Many Indigenous nations and tribes are not formally recognized by the United States government. However, many are, and they maintain government-to-government relationships with the United States.

Under duress, these Indigenous nations and confederated tribes signed treaties with the United States. But the United States, state governments and local governments have historically flouted these treaty agreements.

Treaty rights include rights to hunt and gather food in traditional landscapes and waterways. These rights, for example, extend beyond official reservation lands, and into the spaces where towns have been built and picket fences erected.

The exploitation of landscapes and waterways as well as the incorporation of settler municipalities have taken place without regard to the treaties. It’s time for municipalities to actually recognize and then become governed by local treaties. 

Some towns and cities led the way in recognizing Indigenous Peoples Day. They can do the same, for substantive recognition of the treaties.

For generations, Indigenous rights movements have demanded recognition and implementation of the treaties. However, no municipality in the United States, that I am aware of, gives real deference to treaty rights within a municipal “jurisdiction.” 

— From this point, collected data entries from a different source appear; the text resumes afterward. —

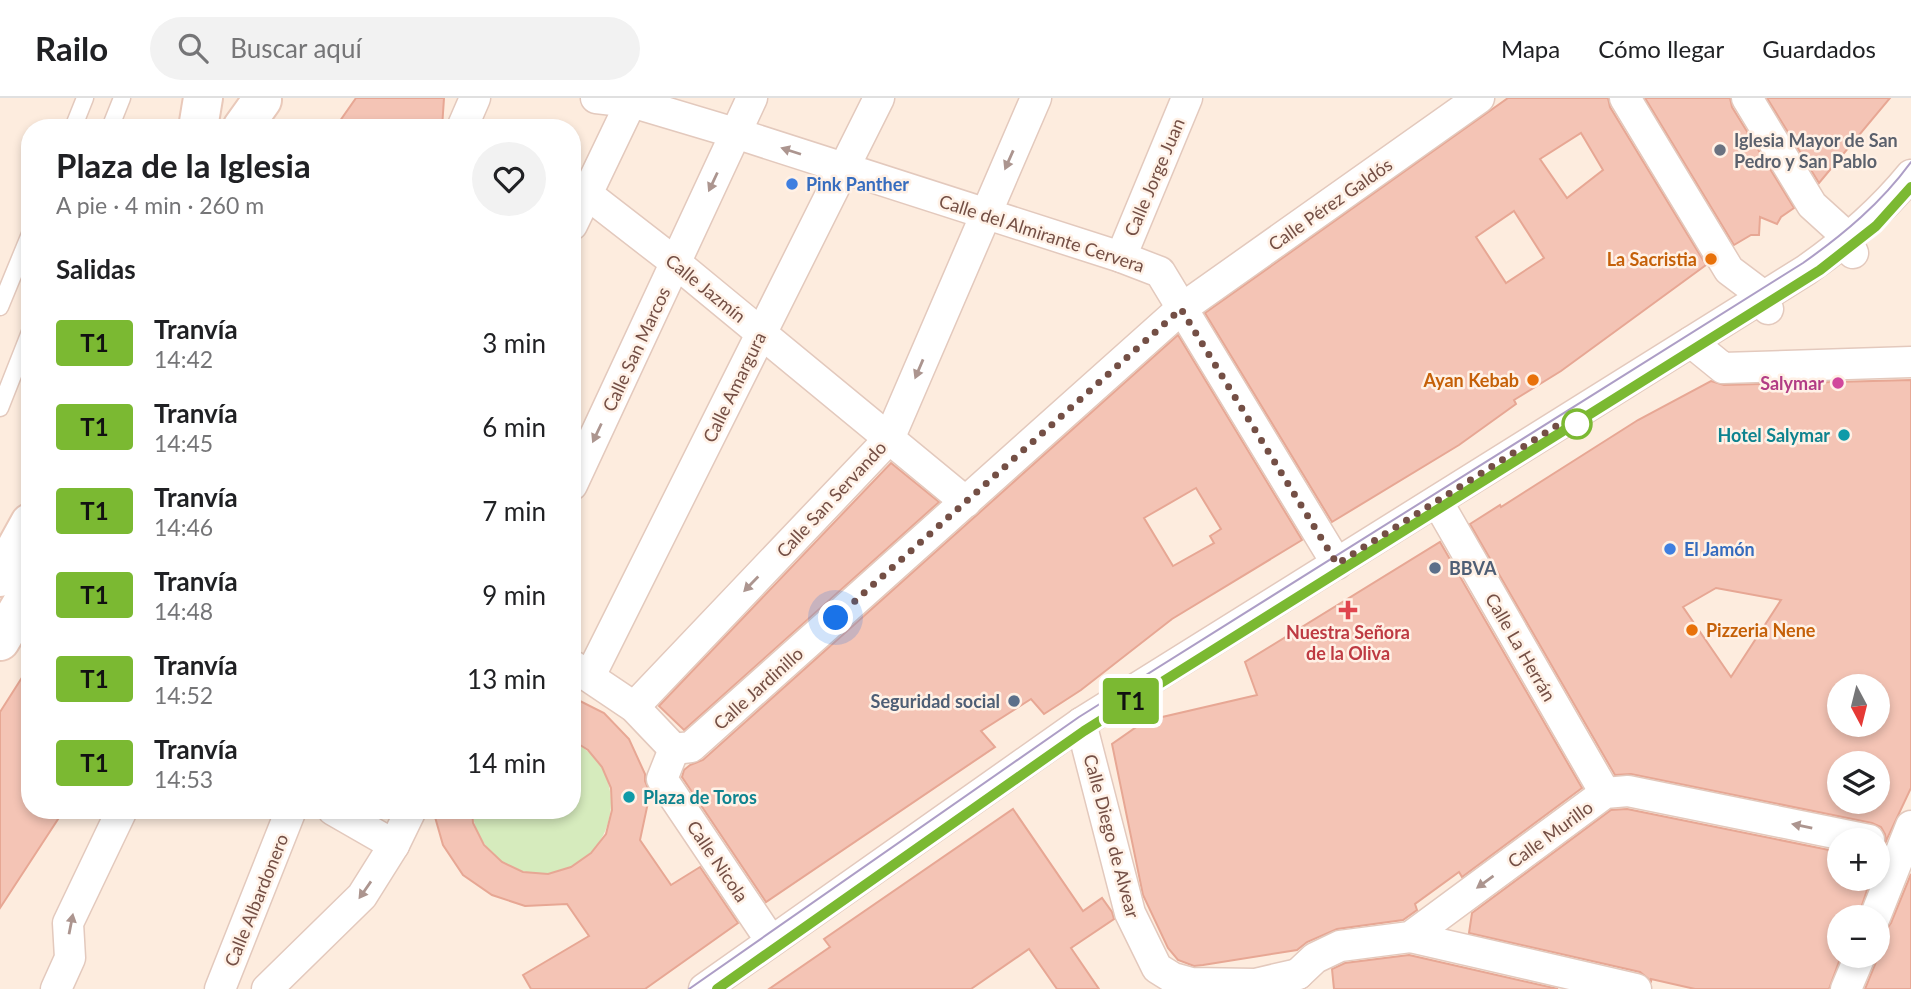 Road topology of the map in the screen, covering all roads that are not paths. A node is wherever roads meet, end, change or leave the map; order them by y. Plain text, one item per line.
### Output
1 (85, 98) edge
2 (122, 98) edge
3 (203, 98) edge
4 (475, 98) edge
5 (596, 98) edge
6 (752, 98) edge
7 (879, 98) edge
8 (1036, 98) edge
9 (1187, 98) edge
10 (1479, 98) edge
11 (1625, 98) edge
12 (1747, 98) edge
13 (632, 100) edge
14 (77, 119) edge
15 (114, 119) edge
16 (200, 119) edge
17 (466, 119) edge
18 (735, 133) junction
19 (844, 169) junction
20 (1911, 176) edge
21 (587, 194) junction
22 (581, 206) edge
23 (985, 215) junction
24 (1850, 247) junction
25 (21, 256) edge
26 (1121, 257) junction
27 (676, 262) junction
28 (1765, 303) junction
29 (0, 307) edge
30 (1181, 309) junction
31 (761, 332) junction
32 (1691, 342) junction
33 (21, 355) edge
34 (1911, 362) edge
35 (0, 408) edge
36 (889, 439) junction
37 (581, 466) edge
38 (1437, 501) junction
39 (966, 502) junction
40 (21, 539) edge
41 (1337, 564) junction
42 (0, 577) edge
43 (21, 605) edge
44 (0, 641) edge
45 (581, 671) edge
46 (634, 707) junction
47 (1081, 723) junction
48 (674, 749) junction
49 (1605, 793) junction
50 (118, 819) edge
51 (287, 819) edge
52 (349, 819) edge
53 (407, 819) edge
54 (1827, 831) edge
55 (1901, 841) edge
56 (394, 845) junction
57 (1879, 905) edge
58 (1410, 937) junction
59 (771, 941) junction
60 (1855, 968) edge
61 (744, 978) edge
62 (1299, 982) edge
63 (56, 989) edge
64 (220, 989) edge
65 (267, 989) edge
66 (704, 989) edge
67 (1636, 989) edge
68 (1846, 989) edge

1 - 14 lane
2 - 15 lane
3 - 16 street
4 - 17 street
5 - 13 street, Calle del Almirante Cervera
6 - 18 street, Calle San Marcos
7 - 19 street, Calle Amargura
8 -> 23 street, Calle San Servando
9 - 26 street, Calle Jorge Juan
10 - 30 street, Calle Pérez Galdós
11 - 28 street
12 - 24 street
13 - 18 street, Calle del Almirante Cervera
13 - 21 street
19 -> 18 street, Calle del Almirante Cervera
18 -> 27 street, Calle San Marcos
19 - 23 street, Calle del Almirante Cervera
19 - 31 street, Calle Amargura
20 - 24 street
21 - 22 street
21 - 27 street, Calle Jazmín
23 - 26 street, Calle del Almirante Cervera
23 -> 36 street, Calle San Servando
24 - 28 street
25 - 29 lane
26 - 30 street, Calle del Almirante Cervera
27 - 31 street, Calle Jazmín
27 -> 37 street, Calle San Marcos
28 - 32 street
30 - 39 street, Calle Jardinillo
30 - 41 street, Calle del Almirante Cervera
31 - 36 street, Calle Jazmín
31 - 45 street, Calle Amargura
32 - 34 street
32 - 38 street
33 - 35 lane
36 - 39 street, Calle Jazmín
36 -> 46 street, Calle San Servando
38 - 41 street
38 - 49 street, Calle La Herrán
39 - 48 street, Calle Jardinillo
40 - 42 street
41 - 47 street
43 - 44 street
45 - 46 street
46 - 48 street
47 - 59 street
47 - 62 street, Calle Diego de Alvear
48 - 59 street, Calle Nicola
54 -> 49 street, Calle Murillo
49 -> 58 street, Calle Murillo
63 -> 50 street
51 - 64 street, Calle Albardonero
52 - 56 street
53 - 56 street
55 - 57 street
56 -> 65 street
58 - 62 street, Calle Murillo
58 - 67 street
59 - 61 street
60 - 68 street
61 - 66 street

Informed by coalition building and relationship building with local Indigenous nations, municipalities can help lead the way in recognizing and becoming governed by the treaties on the land they sit upon.

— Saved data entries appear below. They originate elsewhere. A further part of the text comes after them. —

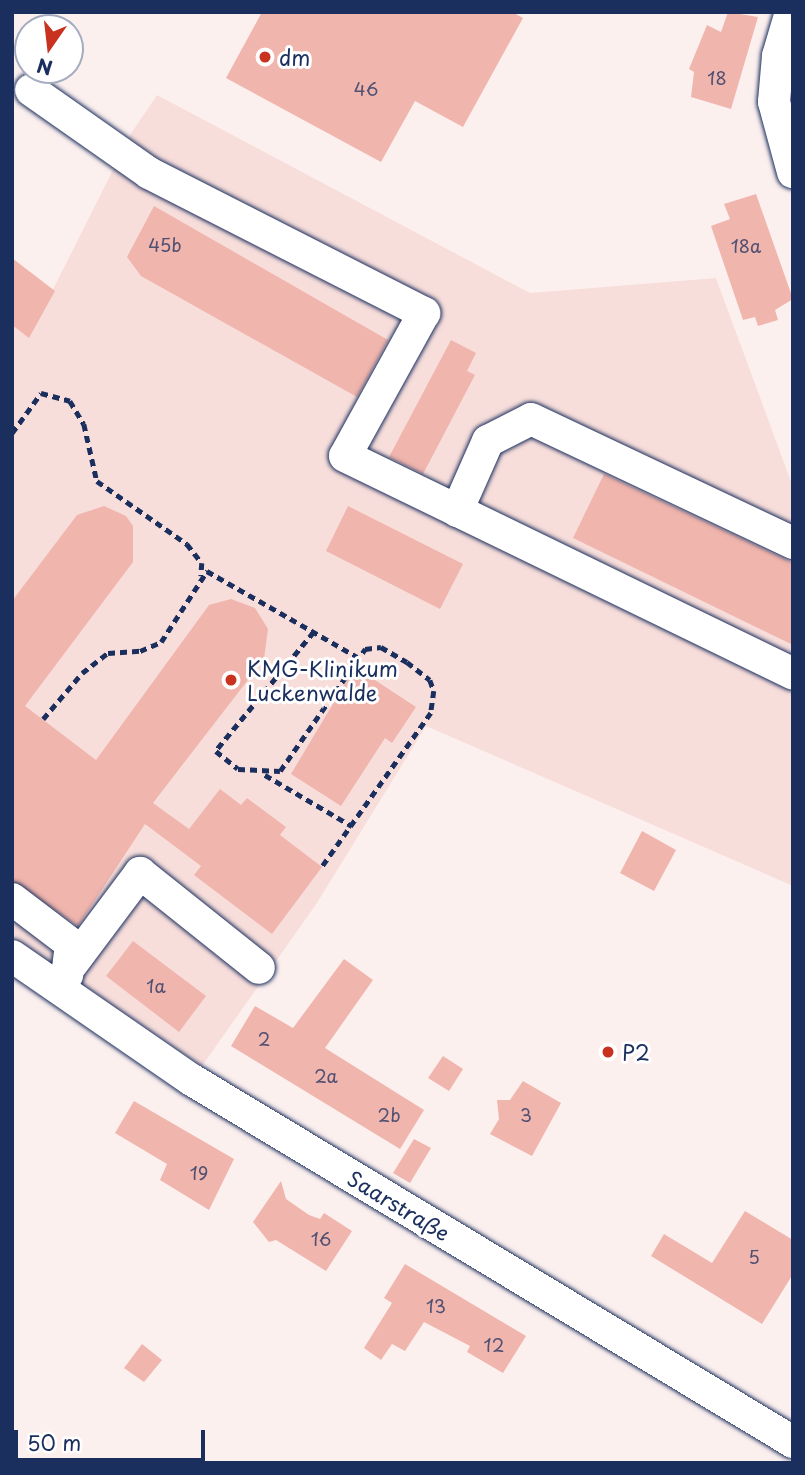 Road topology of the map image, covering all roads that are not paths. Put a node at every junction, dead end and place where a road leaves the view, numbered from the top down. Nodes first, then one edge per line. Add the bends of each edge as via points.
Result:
1 (791, 12) edge
2 (31, 90) dead end
3 (793, 172) edge
4 (457, 511) junction
5 (793, 543) edge
6 (793, 674) edge
7 (12, 900) edge
8 (12, 956) edge
9 (258, 968) dead end
10 (67, 975) junction
11 (793, 1442) edge

1 - 3 street via 778,56 774,102
2 - 4 street via 149,173 424,313 345,456
4 - 5 street via 488,441 531,419
4 - 6 street
7 - 10 street via 71,944
8 - 10 street, Saarstraße
9 - 10 street via 140,873
10 - 11 street, Saarstraße via 192,1080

We see seeds of such a movement, developing alongside Rights of Nature law making, in places like Quebec, where sister lawmaking was enacted by the Innu Council of Ekuanitshit and the Minganie Regional County Municipality in northern Quebec, to recognize the rights of the Magpie River. And in New Zealand, where the Parliament passed the Te Urewera Act, finalizing a settlement between the Tūhoe people and the government. The Act recognizes the Te Urewera — a former national park, of more than 2,000 square kilometers — as having “legal recognition in its own right.” The New Zealand Parliament finalized the Te Awa Tupua Act, granting the Whanganui River legal status as an ecosystem.